Chapter 9: Ma Doula
We weren’t sure what she was trying to say. I was making a belly cast of her mama’s incredibly beautiful eight and a half-month belly and had invited Moriah, Dakota’s little five-year-old, to join us. Moriah hopped off the chair I had designated for her and asked, “Ma Doula, can I do that?” then “Ma Doula, I wanna help.” So I told her where to smooth out the plaster and gave her the job of holding up the gauze strips before I dipped them into the warm water to soften them.
“Ma Doula, can I have a belly cast, too?” she asked. I told her she could when she was bigger and there was a baby in her tummy.
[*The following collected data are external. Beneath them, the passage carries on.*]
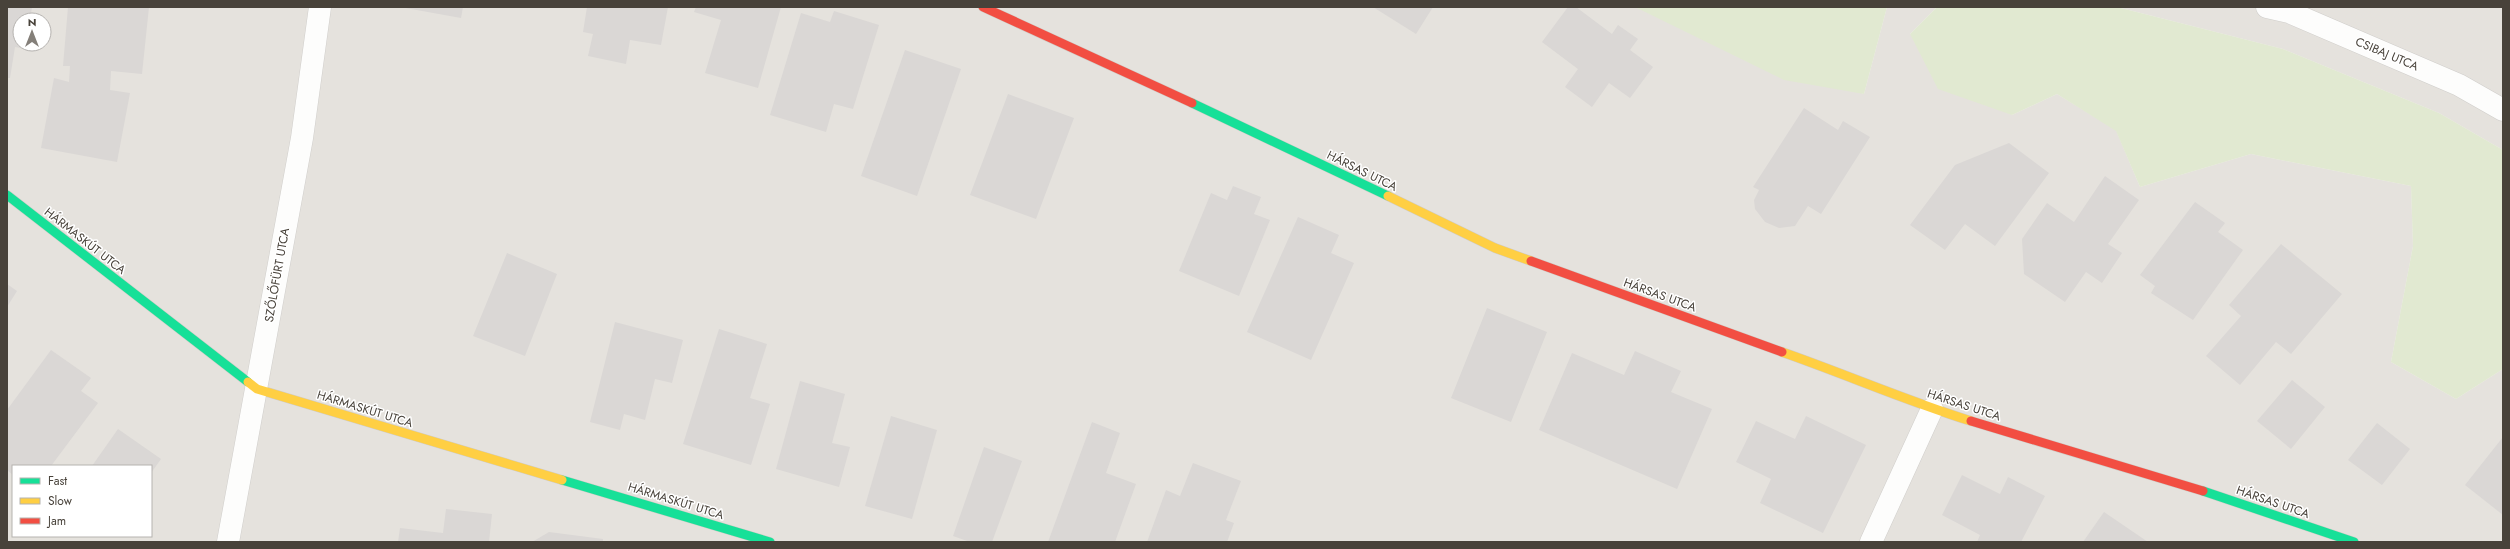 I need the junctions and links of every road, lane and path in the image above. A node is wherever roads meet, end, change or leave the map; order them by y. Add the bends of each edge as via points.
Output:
1 (320, 7) edge
2 (983, 7) edge
3 (2268, 7) edge
4 (2503, 110) edge
5 (7, 195) edge
6 (257, 389) junction
7 (1932, 409) junction
8 (228, 542) edge
9 (770, 542) edge
10 (1871, 542) edge
11 (2354, 542) edge

1 - 6 street, SZŐLŐFÜRT UTCA via 302,138
2 - 7 street, HÁRSAS UTCA via 1244,127 1495,248 1867,382
3 - 4 street, CSIBAJ UTCA via 2290,12 2459,85
5 - 6 street, HÁRMASKÚT UTCA
6 - 8 street, SZŐLŐFÜRT UTCA
6 - 9 street, HÁRMASKÚT UTCA
7 - 10 street
7 - 11 street, HÁRSAS UTCA via 2180,483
Then her mom said, “Baby, what’s you keep callin’ her?” Moriah ignored her mom, too engrossed in smoothing out microscopic wrinkles in the gauze as I laid it on, layer upon layer. Dakota and I let it go and kept chatting about finally getting to meet her son and how stressful the time had been, especially since she and Moriah were homeless.
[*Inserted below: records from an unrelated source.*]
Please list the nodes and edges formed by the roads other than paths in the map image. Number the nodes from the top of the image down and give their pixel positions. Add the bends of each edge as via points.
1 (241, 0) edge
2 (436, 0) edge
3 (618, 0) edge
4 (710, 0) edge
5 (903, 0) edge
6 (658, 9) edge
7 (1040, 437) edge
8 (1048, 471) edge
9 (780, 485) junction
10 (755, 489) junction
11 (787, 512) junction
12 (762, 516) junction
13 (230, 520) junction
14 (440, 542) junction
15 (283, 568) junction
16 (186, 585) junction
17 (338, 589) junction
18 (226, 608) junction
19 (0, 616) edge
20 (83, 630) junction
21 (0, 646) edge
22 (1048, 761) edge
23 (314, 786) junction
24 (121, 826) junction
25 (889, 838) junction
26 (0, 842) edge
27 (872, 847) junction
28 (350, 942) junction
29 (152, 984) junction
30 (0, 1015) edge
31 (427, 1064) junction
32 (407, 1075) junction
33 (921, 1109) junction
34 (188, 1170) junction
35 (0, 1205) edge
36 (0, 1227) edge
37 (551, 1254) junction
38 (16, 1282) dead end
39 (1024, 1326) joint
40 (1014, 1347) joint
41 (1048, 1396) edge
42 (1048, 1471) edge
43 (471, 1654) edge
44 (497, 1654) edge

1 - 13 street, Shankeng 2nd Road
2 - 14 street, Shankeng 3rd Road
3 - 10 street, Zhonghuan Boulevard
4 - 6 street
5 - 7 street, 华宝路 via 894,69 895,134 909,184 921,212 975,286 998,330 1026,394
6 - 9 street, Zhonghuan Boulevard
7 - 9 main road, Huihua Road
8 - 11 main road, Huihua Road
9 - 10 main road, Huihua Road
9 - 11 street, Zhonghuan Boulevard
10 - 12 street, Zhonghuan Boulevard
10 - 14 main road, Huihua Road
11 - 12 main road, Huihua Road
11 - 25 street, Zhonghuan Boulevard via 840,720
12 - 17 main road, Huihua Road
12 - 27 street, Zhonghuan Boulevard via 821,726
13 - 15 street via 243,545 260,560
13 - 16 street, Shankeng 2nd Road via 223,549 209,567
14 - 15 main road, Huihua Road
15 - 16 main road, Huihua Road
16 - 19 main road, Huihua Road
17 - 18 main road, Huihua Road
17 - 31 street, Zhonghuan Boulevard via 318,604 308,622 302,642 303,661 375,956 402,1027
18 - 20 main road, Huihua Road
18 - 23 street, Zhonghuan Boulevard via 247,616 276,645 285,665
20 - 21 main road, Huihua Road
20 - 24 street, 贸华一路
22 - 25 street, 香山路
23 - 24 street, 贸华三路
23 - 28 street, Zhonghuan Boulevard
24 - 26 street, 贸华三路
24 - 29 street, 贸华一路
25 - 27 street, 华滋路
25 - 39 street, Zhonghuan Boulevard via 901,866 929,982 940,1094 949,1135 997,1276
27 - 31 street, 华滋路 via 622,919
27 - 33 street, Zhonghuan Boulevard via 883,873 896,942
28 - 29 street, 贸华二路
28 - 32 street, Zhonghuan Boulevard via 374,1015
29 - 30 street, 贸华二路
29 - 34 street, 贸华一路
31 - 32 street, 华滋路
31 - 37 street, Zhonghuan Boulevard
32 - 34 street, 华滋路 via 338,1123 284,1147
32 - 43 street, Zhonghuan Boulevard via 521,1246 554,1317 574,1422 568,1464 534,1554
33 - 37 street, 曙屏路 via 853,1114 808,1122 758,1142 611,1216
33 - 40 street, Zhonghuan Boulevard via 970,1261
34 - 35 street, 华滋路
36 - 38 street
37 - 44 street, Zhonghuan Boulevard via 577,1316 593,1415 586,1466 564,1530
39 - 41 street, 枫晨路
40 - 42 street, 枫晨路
Dakota and Moriah had moved to Minnesota from Mississippi to be closer to family and friends, but had not been able to get an apartment in time for the birth.
“Ma Doula, how do I get this stuff off ma hands?” Moriah asked. I directed her to gently rub them together in the bowl of warm water until it all came off.
“Ma Doula, do I get tah paint it, too?”
Dakota had had enough. “Girl! What’s youz callin’ her, anyway?”
Before Moriah could answer, it dawned on Dakota. Talking to her mother and sisters on the phone earlier that day, and several times earlier in the week, she told them that she was “goin’ tah see ma doula.” Moriah thought it was my name!
I could hear Mary and Debby, my supervisors, giggling from their nearby offices every time Moriah called me that. It is ma new nickname at work: Ma Doula.
“I’ve learned that people will forget what you said, people will forget what you did, but people will never forget how you made them feel.”